Problem:
Where an entry holds an image, leave the image out; otherwise reproduce the entry exactly.

START Data records

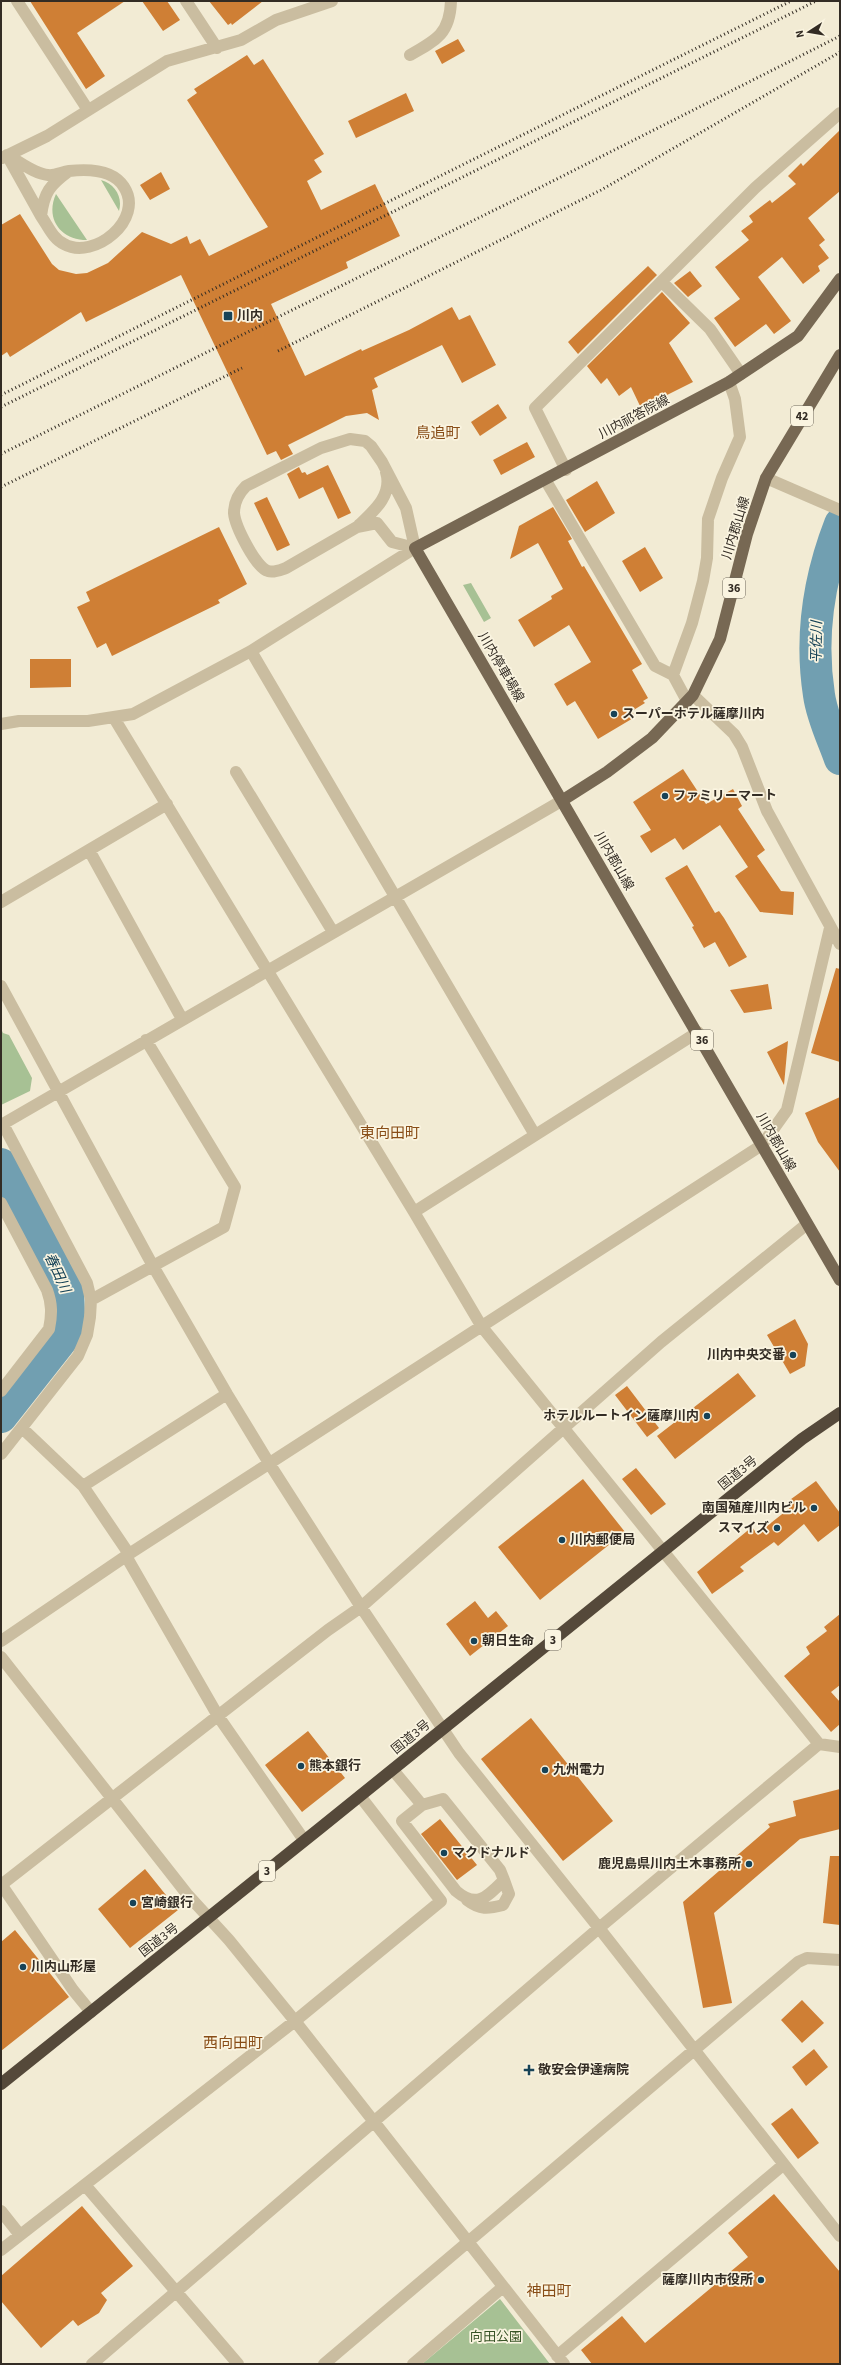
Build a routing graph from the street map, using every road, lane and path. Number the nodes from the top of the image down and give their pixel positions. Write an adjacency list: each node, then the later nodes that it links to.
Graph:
1 (17, 1): 7 (street)
2 (186, 1): 5 (street)
3 (332, 1): 5 (street)
4 (451, 1): 6 (street)
5 (217, 48): 7 (street)
6 (410, 55)
7 (88, 110): 9 (street)
8 (840, 114): 13 (street)
9 (3, 153): 10 (street); 11 (street)
10 (69, 171): 11 (street); 11 (street)
11 (41, 216)
12 (840, 279): 15 (main road, 川内祁答院線)
13 (662, 282): 15 (street); 18 (street)
14 (840, 355): 19 (main road, 42)
15 (741, 374): 16 (main road, 川内祁答院線)
16 (729, 382): 18 (main road, 川内祁答院線); 25 (street)
17 (382, 462): 22 (street); 22 (street); 23 (street)
18 (566, 470): 20 (main road, 川内祁答院線)
19 (766, 478): 21 (street); 26 (main road, 川内郡山線 / 36)
20 (546, 481): 23 (main road, 川内祁答院線); 25 (street)
21 (840, 510)
22 (357, 527): 23 (street)
23 (415, 548): 24 (street); 30 (main road, 川内停車場線)
24 (251, 651): 27 (street); 33 (street)
25 (673, 675): 26 (street)
26 (690, 698): 30 (main road, 川内郡山線 / 36); 35 (street)
27 (114, 718): 28 (street); 31 (street)
28 (1, 724)
29 (236, 772): 36 (street)
30 (563, 800): 33 (street); 41 (main road, 川内郡山線 / 36)
31 (167, 804): 32 (street); 38 (street)
32 (89, 850): 34 (street); 40 (street)
33 (396, 896): 36 (street); 45 (street)
34 (1, 902)
35 (830, 928): 37 (street); 46 (street)
36 (333, 932): 38 (street)
37 (840, 944)
38 (267, 970): 40 (street); 48 (street)
39 (1, 986): 43 (street)
40 (182, 1019): 42 (street)
41 (698, 1032): 45 (street); 46 (main road, 川内郡山線 / 36)
42 (146, 1040): 43 (street); 50 (street)
43 (58, 1090): 44 (street); 50 (street)
44 (2, 1124): 52 (street)
45 (535, 1135): 48 (street)
46 (762, 1145): 49 (main road, 川内郡山線 / 36); 53 (street)
47 (1, 1203): 54 (street)
48 (414, 1212): 53 (street)
49 (808, 1224): 51 (main road, 川内郡山線 / 36); 58 (street)
50 (153, 1266): 52 (street); 55 (street)
51 (840, 1280)
52 (91, 1300): 57 (street)
53 (482, 1327): 58 (street); 60 (street)
54 (1, 1391)
55 (227, 1394): 60 (street); 61 (street)
56 (840, 1413): 62 (highway, 国道3号 / 3)
57 (22, 1428): 59 (street); 61 (street)
58 (564, 1428): 62 (street); 64 (street)
59 (1, 1454)
60 (269, 1463): 63 (street); 64 (street)
61 (83, 1486): 63 (street)
62 (663, 1552): 68 (highway, 国道3号 / 3); 69 (street)
63 (128, 1555): 65 (street); 67 (street)
64 (361, 1607): 67 (street); 68 (street)
65 (1, 1641)
66 (1, 1657): 73 (street)
67 (218, 1716): 73 (street); 77 (street)
68 (444, 1729): 71 (highway, 国道3号 / 3); 82 (street)
69 (819, 1744): 70 (street); 82 (street)
70 (840, 1747)
71 (393, 1770): 72 (highway, 国道3号 / 3); 74 (street)
72 (360, 1796): 76 (street); 77 (highway, 国道3号 / 3)
73 (112, 1799): 79 (street); 81 (street)
74 (422, 1805): 75 (street); 78 (street)
75 (402, 1821): 76 (street); 80 (street)
76 (388, 1833): 85 (street)
77 (304, 1840): 81 (highway, 国道3号 / 3)
78 (504, 1880): 80 (street); 80 (street)
79 (1, 1884): 84 (street)
80 (467, 1900)
81 (210, 1918): 84 (highway, 国道3号 / 3); 85 (street)
82 (599, 1928): 86 (street); 88 (street)
83 (840, 1960): 86 (street)
84 (90, 2012): 87 (highway, 国道3号 / 3)
85 (295, 2021): 88 (street); 90 (street)
86 (695, 2050): 89 (street); 94 (street)
87 (1, 2084)
88 (374, 2122): 94 (street); 97 (street)
89 (783, 2165): 93 (street); 98 (street)
90 (85, 2184): 92 (street); 97 (street)
91 (1, 2212): 92 (street)
92 (20, 2235): 95 (street)
93 (840, 2236)
94 (468, 2242): 96 (street); 101 (street)
95 (1, 2250)
96 (503, 2287): 98 (street); 102 (street)
97 (177, 2291): 99 (street); 100 (street)
98 (560, 2360)
99 (92, 2364)
100 (238, 2364)
101 (324, 2364)
102 (413, 2364)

END Data records

Response below:
Build a routing graph from the street map, using every road, lane and path. Number the nodes from the top of the image down and give their pixel positions. Write an adjacency list: each node, then the later nodes that it links to.
Graph:
1 (17, 1): 7 (street)
2 (186, 1): 5 (street)
3 (332, 1): 5 (street)
4 (451, 1): 6 (street)
5 (217, 48): 7 (street)
6 (410, 55)
7 (88, 110): 9 (street)
8 (840, 114): 13 (street)
9 (3, 153): 10 (street); 11 (street)
10 (69, 171): 11 (street); 11 (street)
11 (41, 216)
12 (840, 279): 15 (main road, 川内祁答院線)
13 (662, 282): 15 (street); 18 (street)
14 (840, 355): 19 (main road, 42)
15 (741, 374): 16 (main road, 川内祁答院線)
16 (729, 382): 18 (main road, 川内祁答院線); 25 (street)
17 (382, 462): 22 (street); 22 (street); 23 (street)
18 (566, 470): 20 (main road, 川内祁答院線)
19 (766, 478): 21 (street); 26 (main road, 川内郡山線 / 36)
20 (546, 481): 23 (main road, 川内祁答院線); 25 (street)
21 (840, 510)
22 (357, 527): 23 (street)
23 (415, 548): 24 (street); 30 (main road, 川内停車場線)
24 (251, 651): 27 (street); 33 (street)
25 (673, 675): 26 (street)
26 (690, 698): 30 (main road, 川内郡山線 / 36); 35 (street)
27 (114, 718): 28 (street); 31 (street)
28 (1, 724)
29 (236, 772): 36 (street)
30 (563, 800): 33 (street); 41 (main road, 川内郡山線 / 36)
31 (167, 804): 32 (street); 38 (street)
32 (89, 850): 34 (street); 40 (street)
33 (396, 896): 36 (street); 45 (street)
34 (1, 902)
35 (830, 928): 37 (street); 46 (street)
36 (333, 932): 38 (street)
37 (840, 944)
38 (267, 970): 40 (street); 48 (street)
39 (1, 986): 43 (street)
40 (182, 1019): 42 (street)
41 (698, 1032): 45 (street); 46 (main road, 川内郡山線 / 36)
42 (146, 1040): 43 (street); 50 (street)
43 (58, 1090): 44 (street); 50 (street)
44 (2, 1124): 52 (street)
45 (535, 1135): 48 (street)
46 (762, 1145): 49 (main road, 川内郡山線 / 36); 53 (street)
47 (1, 1203): 54 (street)
48 (414, 1212): 53 (street)
49 (808, 1224): 51 (main road, 川内郡山線 / 36); 58 (street)
50 (153, 1266): 52 (street); 55 (street)
51 (840, 1280)
52 (91, 1300): 57 (street)
53 (482, 1327): 58 (street); 60 (street)
54 (1, 1391)
55 (227, 1394): 60 (street); 61 (street)
56 (840, 1413): 62 (highway, 国道3号 / 3)
57 (22, 1428): 59 (street); 61 (street)
58 (564, 1428): 62 (street); 64 (street)
59 (1, 1454)
60 (269, 1463): 63 (street); 64 (street)
61 (83, 1486): 63 (street)
62 (663, 1552): 68 (highway, 国道3号 / 3); 69 (street)
63 (128, 1555): 65 (street); 67 (street)
64 (361, 1607): 67 (street); 68 (street)
65 (1, 1641)
66 (1, 1657): 73 (street)
67 (218, 1716): 73 (street); 77 (street)
68 (444, 1729): 71 (highway, 国道3号 / 3); 82 (street)
69 (819, 1744): 70 (street); 82 (street)
70 (840, 1747)
71 (393, 1770): 72 (highway, 国道3号 / 3); 74 (street)
72 (360, 1796): 76 (street); 77 (highway, 国道3号 / 3)
73 (112, 1799): 79 (street); 81 (street)
74 (422, 1805): 75 (street); 78 (street)
75 (402, 1821): 76 (street); 80 (street)
76 (388, 1833): 85 (street)
77 (304, 1840): 81 (highway, 国道3号 / 3)
78 (504, 1880): 80 (street); 80 (street)
79 (1, 1884): 84 (street)
80 (467, 1900)
81 (210, 1918): 84 (highway, 国道3号 / 3); 85 (street)
82 (599, 1928): 86 (street); 88 (street)
83 (840, 1960): 86 (street)
84 (90, 2012): 87 (highway, 国道3号 / 3)
85 (295, 2021): 88 (street); 90 (street)
86 (695, 2050): 89 (street); 94 (street)
87 (1, 2084)
88 (374, 2122): 94 (street); 97 (street)
89 (783, 2165): 93 (street); 98 (street)
90 (85, 2184): 92 (street); 97 (street)
91 (1, 2212): 92 (street)
92 (20, 2235): 95 (street)
93 (840, 2236)
94 (468, 2242): 96 (street); 101 (street)
95 (1, 2250)
96 (503, 2287): 98 (street); 102 (street)
97 (177, 2291): 99 (street); 100 (street)
98 (560, 2360)
99 (92, 2364)
100 (238, 2364)
101 (324, 2364)
102 (413, 2364)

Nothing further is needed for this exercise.